Onları soğuk bir rakam olmaktan çıkarmak. “Beni bul” çağrısını hayata geçirmek borcumuzdur onlara. Arjantin’de gözaltında kaybedilenlerin çocukları tıpkı Dersim katliamındaki gibi çalınıp başaka ailelere, özellikle generallere evlatlık verilmiştir. Çocuklarını, torunlarını bulmak için yola çıkan Plaza De Mayo Anneleri yaptıkları, sürekli eylemlerle Arjantin’deki askeri cuntanın yıkılmasına neden olmuştu.
Ne Arjantin kayıplar ülkesidir ne de Plaza De Mayo Anneleri tek direniş sembolleridir. Bizim de annelerimiz vardır. Plaza Da Mayo annelerinin mücadele yoldaşları olan Cumartesi Anneleri vardır. Onların Galatasaray Meydanı’nda yükselen sesleri yalnızca hüzünlü, acılı hikayeler anlatmıyor. Sesleri isyan yüklü hikayeler taşıyor sokaklara. Bugün iktidar partisinin en büyük korkusu yaratmaya çalıştığı “güç” devletinin yıkılacağı korkusudur. Bundan dolayıdır ki 700. haftada Cumartesi Annelerine saldırdı. Sokaklara yayılan isyan yüklü hikayeleri böyle engelleyeceğini sanıyor. Saldırı anında anaların, vekillerin, çocukların, kayıp eylemi militanlarının birbirine sarıldığı, birbirini koruduğu fotoğraf eylemin özünü anlatmaktadır.
Cumartesi meydanında oluşturulan birlik sadece anaların, kayıp yakınlarının birliği değildir, halkların birliğidir. Ezilenlerin birliğidir. Kadınların birliğidir. Adalet isteminin birliğidir. Toplumun vicdanı ve hafızasının platformudur. Kirli savaşa, faili meçhullere, yargısız infazlara, kaybetme politikasına karşı gerçek barışı istemenin mevzisidir. Hasan Ocak’ın bedenini bulma mücadelesinde “susma sustukça sıra sana gelecek şiarından “kaybedilenlerin değil kaybedenlerin listesini istiyoruz” hesap sorma bilincinin oluştuğu eylem alanıdır. İktidar partisi istediği kadar gaz bombasıyla, plastik mermileriyle saldırsın.

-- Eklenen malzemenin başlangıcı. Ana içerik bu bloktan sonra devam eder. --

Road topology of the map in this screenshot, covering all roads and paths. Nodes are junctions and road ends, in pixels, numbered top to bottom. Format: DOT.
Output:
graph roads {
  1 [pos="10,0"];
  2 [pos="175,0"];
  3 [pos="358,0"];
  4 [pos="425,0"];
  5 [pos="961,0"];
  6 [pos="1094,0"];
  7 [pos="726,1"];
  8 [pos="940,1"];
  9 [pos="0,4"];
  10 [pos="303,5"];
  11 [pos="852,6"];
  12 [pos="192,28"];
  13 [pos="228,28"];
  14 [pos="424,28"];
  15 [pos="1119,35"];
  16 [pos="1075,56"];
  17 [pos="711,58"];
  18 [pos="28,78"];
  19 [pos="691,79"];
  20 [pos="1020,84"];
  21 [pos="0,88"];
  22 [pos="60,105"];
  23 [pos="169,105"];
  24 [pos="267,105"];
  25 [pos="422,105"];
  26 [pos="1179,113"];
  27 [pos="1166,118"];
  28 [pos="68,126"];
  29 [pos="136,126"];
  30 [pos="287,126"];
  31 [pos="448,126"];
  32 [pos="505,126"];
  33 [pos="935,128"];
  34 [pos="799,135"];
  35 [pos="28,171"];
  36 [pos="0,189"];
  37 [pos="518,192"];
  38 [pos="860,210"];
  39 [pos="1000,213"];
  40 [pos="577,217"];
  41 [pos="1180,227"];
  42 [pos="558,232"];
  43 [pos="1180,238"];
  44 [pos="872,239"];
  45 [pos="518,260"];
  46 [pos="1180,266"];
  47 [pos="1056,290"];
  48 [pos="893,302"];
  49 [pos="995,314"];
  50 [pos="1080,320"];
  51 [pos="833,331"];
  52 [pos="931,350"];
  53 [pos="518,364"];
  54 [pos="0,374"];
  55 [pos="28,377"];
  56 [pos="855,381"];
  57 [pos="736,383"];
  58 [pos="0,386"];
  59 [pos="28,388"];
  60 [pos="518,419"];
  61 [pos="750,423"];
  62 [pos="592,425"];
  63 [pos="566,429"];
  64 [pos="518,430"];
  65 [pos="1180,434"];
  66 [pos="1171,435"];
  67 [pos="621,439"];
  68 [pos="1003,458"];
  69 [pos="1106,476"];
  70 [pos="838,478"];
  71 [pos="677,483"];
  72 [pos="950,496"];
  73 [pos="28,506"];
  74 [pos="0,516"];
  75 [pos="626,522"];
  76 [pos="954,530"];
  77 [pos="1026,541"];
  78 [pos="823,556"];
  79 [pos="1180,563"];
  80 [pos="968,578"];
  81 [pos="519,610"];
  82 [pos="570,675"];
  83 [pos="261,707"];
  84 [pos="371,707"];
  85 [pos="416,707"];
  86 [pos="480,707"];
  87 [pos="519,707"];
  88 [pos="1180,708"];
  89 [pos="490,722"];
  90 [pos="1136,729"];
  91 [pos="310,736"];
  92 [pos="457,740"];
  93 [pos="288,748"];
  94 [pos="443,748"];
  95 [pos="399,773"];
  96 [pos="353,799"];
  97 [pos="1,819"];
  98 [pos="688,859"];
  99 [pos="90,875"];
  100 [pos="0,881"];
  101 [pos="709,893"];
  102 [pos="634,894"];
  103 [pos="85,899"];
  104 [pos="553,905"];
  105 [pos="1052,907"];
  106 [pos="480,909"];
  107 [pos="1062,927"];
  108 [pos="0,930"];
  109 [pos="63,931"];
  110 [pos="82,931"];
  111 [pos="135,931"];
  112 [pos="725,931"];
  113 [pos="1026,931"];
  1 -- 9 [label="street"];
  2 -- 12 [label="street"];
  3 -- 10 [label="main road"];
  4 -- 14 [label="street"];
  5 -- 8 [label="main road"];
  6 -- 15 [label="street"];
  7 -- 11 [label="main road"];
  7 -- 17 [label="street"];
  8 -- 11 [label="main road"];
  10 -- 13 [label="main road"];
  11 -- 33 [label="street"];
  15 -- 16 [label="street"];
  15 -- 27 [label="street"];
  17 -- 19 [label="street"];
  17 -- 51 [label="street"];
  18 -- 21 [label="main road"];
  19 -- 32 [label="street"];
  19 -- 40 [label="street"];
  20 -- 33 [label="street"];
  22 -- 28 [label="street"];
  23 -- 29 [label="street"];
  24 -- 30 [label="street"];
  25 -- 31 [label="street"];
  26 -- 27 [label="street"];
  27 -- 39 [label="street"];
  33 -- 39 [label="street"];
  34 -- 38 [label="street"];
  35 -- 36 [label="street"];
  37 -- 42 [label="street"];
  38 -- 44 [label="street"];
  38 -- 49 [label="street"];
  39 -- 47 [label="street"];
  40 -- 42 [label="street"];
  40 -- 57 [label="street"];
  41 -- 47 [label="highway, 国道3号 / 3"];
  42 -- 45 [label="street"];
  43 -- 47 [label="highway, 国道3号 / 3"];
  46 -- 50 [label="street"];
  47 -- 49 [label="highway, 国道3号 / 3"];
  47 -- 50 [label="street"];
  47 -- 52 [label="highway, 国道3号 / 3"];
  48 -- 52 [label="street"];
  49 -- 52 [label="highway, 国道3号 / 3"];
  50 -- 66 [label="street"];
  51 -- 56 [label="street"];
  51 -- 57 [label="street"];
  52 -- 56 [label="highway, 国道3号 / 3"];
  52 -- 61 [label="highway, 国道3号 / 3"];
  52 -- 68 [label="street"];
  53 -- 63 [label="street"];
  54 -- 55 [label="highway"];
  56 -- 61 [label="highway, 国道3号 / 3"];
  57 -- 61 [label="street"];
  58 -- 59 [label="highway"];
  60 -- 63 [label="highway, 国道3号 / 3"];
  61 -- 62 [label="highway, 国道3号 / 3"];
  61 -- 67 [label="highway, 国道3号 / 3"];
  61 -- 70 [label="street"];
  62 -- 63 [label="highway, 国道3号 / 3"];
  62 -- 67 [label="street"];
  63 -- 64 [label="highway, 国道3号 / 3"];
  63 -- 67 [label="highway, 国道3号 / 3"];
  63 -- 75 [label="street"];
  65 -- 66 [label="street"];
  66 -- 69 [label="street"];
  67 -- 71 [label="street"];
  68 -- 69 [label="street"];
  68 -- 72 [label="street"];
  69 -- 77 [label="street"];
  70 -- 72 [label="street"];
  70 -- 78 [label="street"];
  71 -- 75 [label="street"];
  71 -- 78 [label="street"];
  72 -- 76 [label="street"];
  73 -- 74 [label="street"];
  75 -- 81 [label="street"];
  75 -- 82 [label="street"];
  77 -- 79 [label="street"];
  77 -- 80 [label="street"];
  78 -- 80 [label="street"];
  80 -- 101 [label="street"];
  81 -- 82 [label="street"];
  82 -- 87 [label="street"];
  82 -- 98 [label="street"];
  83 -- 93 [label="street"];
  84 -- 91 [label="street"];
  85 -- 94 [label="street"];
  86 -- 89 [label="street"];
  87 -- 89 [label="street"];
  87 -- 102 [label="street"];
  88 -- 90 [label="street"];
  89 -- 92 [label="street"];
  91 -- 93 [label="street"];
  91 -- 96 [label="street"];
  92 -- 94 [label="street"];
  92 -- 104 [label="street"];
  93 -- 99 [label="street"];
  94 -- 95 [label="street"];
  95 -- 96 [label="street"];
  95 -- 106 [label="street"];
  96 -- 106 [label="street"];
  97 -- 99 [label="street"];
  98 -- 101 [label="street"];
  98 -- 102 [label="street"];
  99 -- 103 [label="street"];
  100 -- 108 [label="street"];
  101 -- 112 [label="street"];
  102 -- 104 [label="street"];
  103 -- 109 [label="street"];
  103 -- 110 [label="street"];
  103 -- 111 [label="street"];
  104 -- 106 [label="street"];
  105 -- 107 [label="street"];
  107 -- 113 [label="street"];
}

İstediği kadar gözaltına alsın. 701. haftada da orada olacağız. Çünkü Cumartesi Meydanı sadece kaybedilenleri anımsadığımız bir eylem alanı değildir. Onları aynı zamanda unutturmayacağımızın, vicdanımızın, kaybetmeler karşısında susmamamızın aynasıdır. “Acının / vatanı, kimliği, sınırı yoktur / her dilde aynı çekilir / dizeleri anlatır Cumartesi Annelerinin duygularını, yaşadıklarını. İşte bu sınırsızlık birleştirir hepimizi Cumartesi’nde. Her koyu renk silinir, her engel yok olur Cumartesi Meydanı’nda. Sadece anaların dimdik duruşları, adalet haykırışları, sessizlikleri, isyanları kaplar gökyüzünü…

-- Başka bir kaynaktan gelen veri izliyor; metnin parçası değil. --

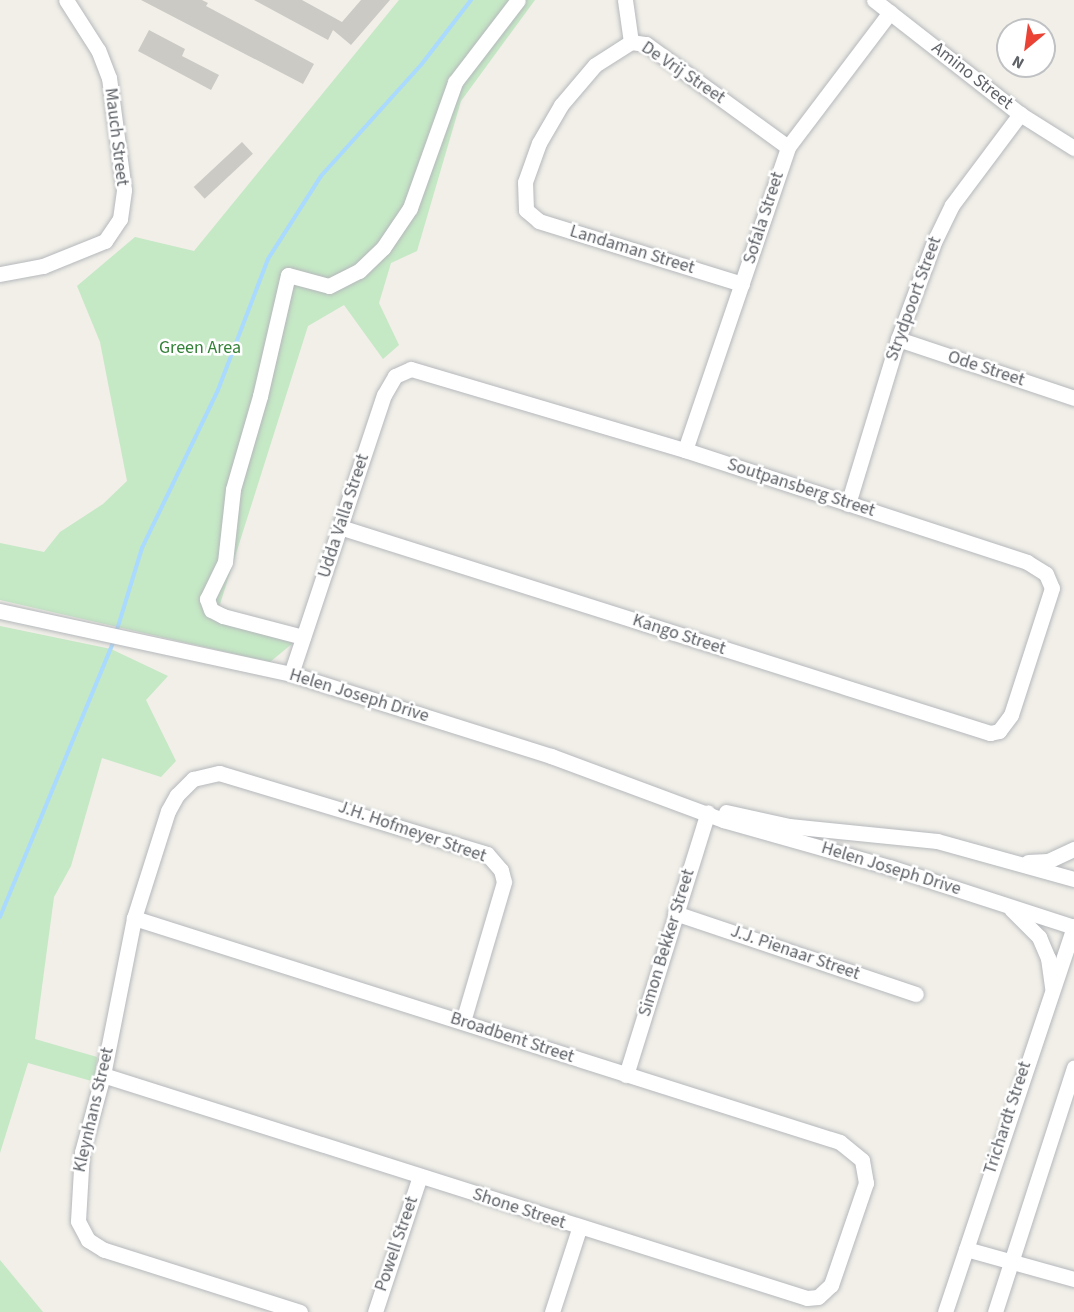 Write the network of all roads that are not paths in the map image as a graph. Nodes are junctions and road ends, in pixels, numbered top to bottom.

Bu yüzden her Cumartesi saat 12.00’de Galatasaray Meydanı’nda olacağız. Baskıya, zulme aldırış etmeden bu Cumartesi yine buluşacağız, Galatasaray Meydanı’nda. Gelecek Cumartesi’de orada olacağız. Sonraki ve sonraki Cumartesilerde de… Kayıplarımızı bulana dek. Faillerinden hesap sorana, kin kapıları yıkılana dek Galatasaray’da her Cumartesi olmaya devam edeceğiz.

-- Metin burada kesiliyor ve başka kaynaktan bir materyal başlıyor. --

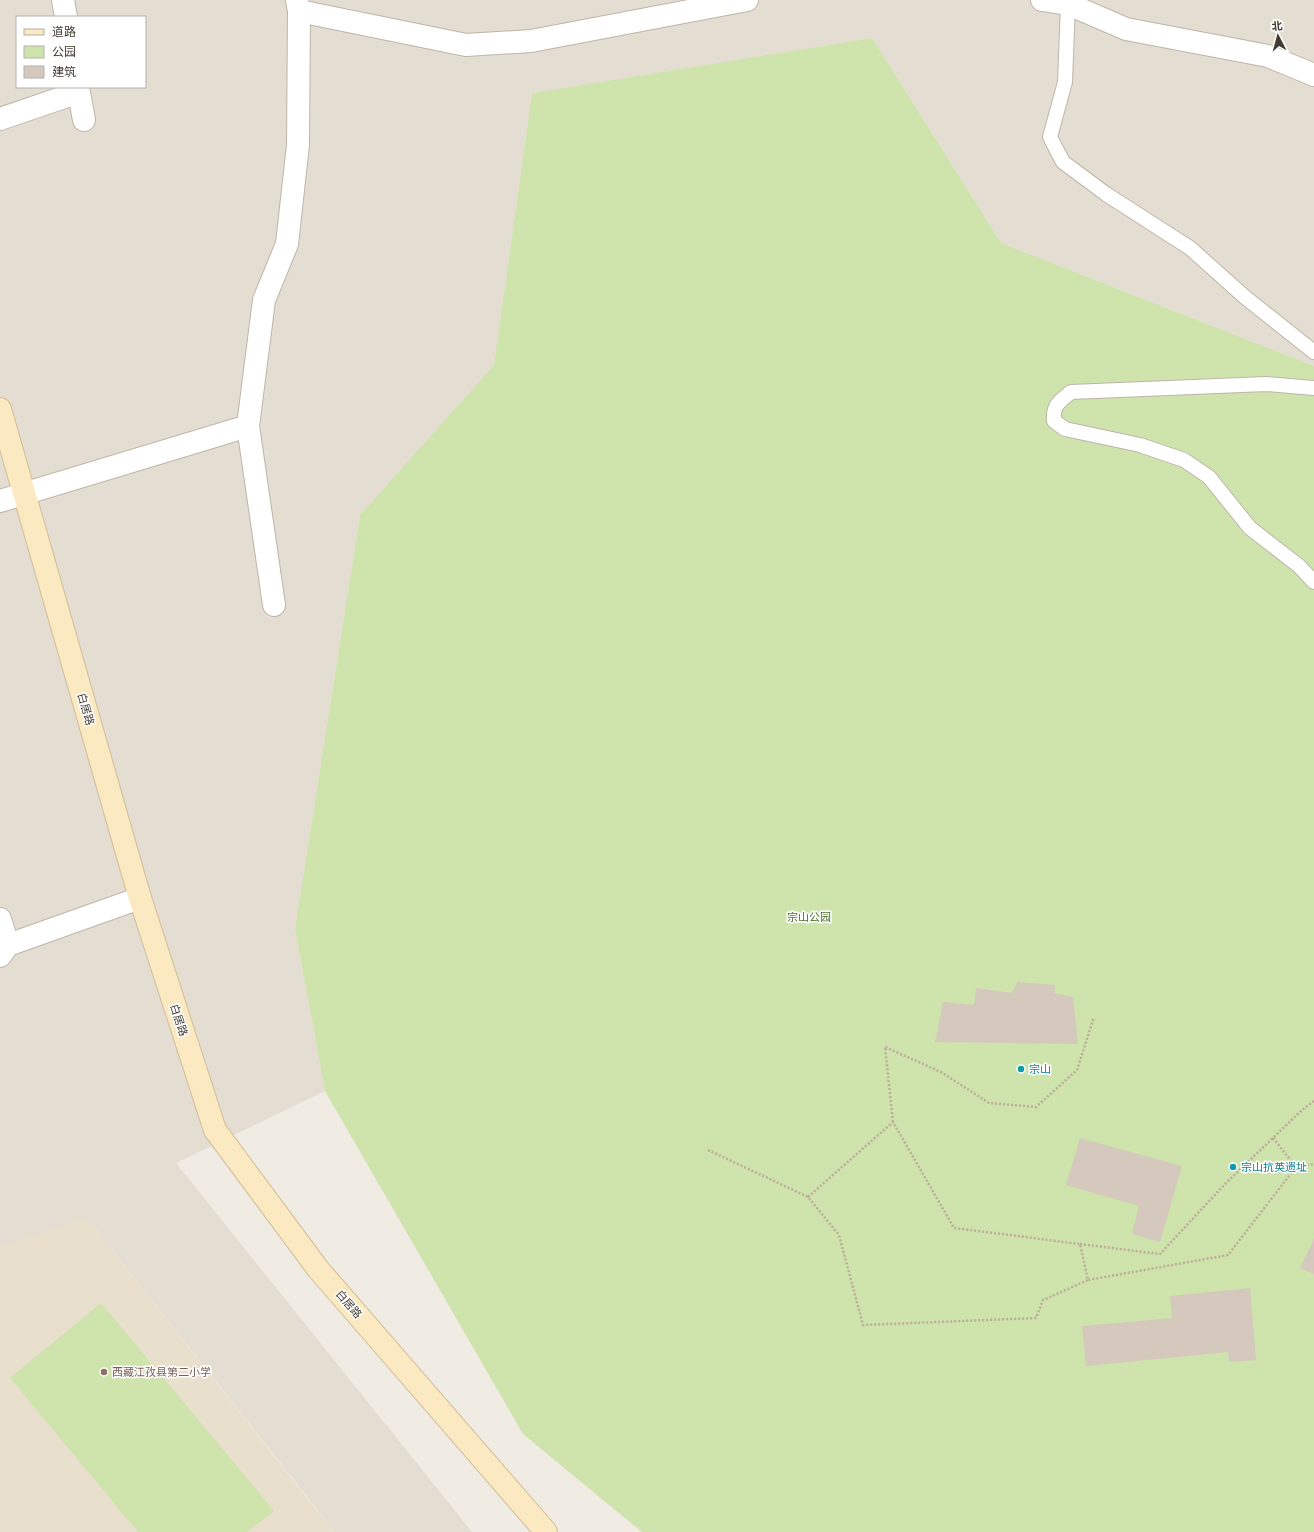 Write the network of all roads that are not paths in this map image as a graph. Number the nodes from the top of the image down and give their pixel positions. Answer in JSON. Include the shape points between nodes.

701. hafta 1 Eylül Dünya Barış Günü’ne denk geliyor. Kaybetme politikasının amacı toplumsal hafızaya korku ve yılgınlık virüsü yerleştirerek korkunun kitleselleşmesini sağlamaktır. İşte bu korkuyu 700 haftadır yıkan mevzi Cumartesi Meydanı’nda toplanan analarımızdır, kayıp yakınlarıdır. Kaybedilenler bulunduğunda faillerden hesap sorulduğunda barış olacağının bilinciyle 1 Eylül’de saat 12.00’de Galatasaray Meydanı’ndayız.